Crude Prices Retreat Below $100 Threshold
March 16, 2022
WTI oil prices have retreated to below $100 dollars per barrel, having lost more than $30 dollars in a little more than one week. Prices have officially entered a bear market after reaching 14-year highs. A bear market is when prices fall by 20% within a short time frame after recently reaching highs. The biggest factor pushing prices lower is the fact that Russian energy flows have not been stopped. As we have mentioned China and India continue to buy discounted Russian crude oil. Bloomberg reports that Italy will need 3 years to replace the natural gas it buys from Russia.
The more positive outlook for getting barrels of crude oil from Iran and Venezuela potentially in the near future is also pressuring prices.

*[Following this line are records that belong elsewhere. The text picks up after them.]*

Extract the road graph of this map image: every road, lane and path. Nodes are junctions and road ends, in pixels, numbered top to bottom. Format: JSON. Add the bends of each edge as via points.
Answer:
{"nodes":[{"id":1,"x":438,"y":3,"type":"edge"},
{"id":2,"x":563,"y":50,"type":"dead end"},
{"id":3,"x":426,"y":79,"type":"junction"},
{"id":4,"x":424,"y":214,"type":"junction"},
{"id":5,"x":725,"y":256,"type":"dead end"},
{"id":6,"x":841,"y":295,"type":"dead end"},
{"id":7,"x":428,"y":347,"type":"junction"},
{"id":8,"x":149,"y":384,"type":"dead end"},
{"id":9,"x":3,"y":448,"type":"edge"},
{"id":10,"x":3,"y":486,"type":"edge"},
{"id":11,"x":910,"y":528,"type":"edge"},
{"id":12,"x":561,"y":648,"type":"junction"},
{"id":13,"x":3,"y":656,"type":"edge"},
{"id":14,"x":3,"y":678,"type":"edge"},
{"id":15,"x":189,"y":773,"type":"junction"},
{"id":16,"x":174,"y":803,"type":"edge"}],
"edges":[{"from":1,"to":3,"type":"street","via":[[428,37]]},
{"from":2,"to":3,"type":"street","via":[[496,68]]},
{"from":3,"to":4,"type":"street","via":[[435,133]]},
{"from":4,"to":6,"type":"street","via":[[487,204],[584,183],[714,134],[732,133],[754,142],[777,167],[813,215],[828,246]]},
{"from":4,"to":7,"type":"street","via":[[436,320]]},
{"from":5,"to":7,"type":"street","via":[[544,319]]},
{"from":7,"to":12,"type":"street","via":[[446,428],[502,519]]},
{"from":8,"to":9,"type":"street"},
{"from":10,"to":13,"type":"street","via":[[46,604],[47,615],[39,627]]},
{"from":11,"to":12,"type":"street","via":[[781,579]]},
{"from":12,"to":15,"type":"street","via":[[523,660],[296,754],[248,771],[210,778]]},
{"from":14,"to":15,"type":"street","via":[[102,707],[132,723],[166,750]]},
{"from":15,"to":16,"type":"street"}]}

The API released their inventory update and it called crude oil inventories up 3.8 million barrels, gasoline down 3.8 million barrels, and distillate stocks up 888,000 barrels.
An outbreak of covid in China is also reminding the market that there are things that can negatively impact demand and the potential list of factors is long currently. Bloomberg reports that 45 million people are in some form of lockdown in China right now.
The Federal Reserve concludes their two-day meeting today and everyone thinks that they will raise the rate by 25 points for the first time since 2018.
The average estimate for today’s update on propane inventory is for there to be a draw of 1.45 million barrels.
The Wall Street Journal reports that Saudi Arabia is in active talks with Beijing to price some of its oil sales to China in yuan. This would not be a positive for the US dollar as it is currently the global currency for crude oil trading and sales.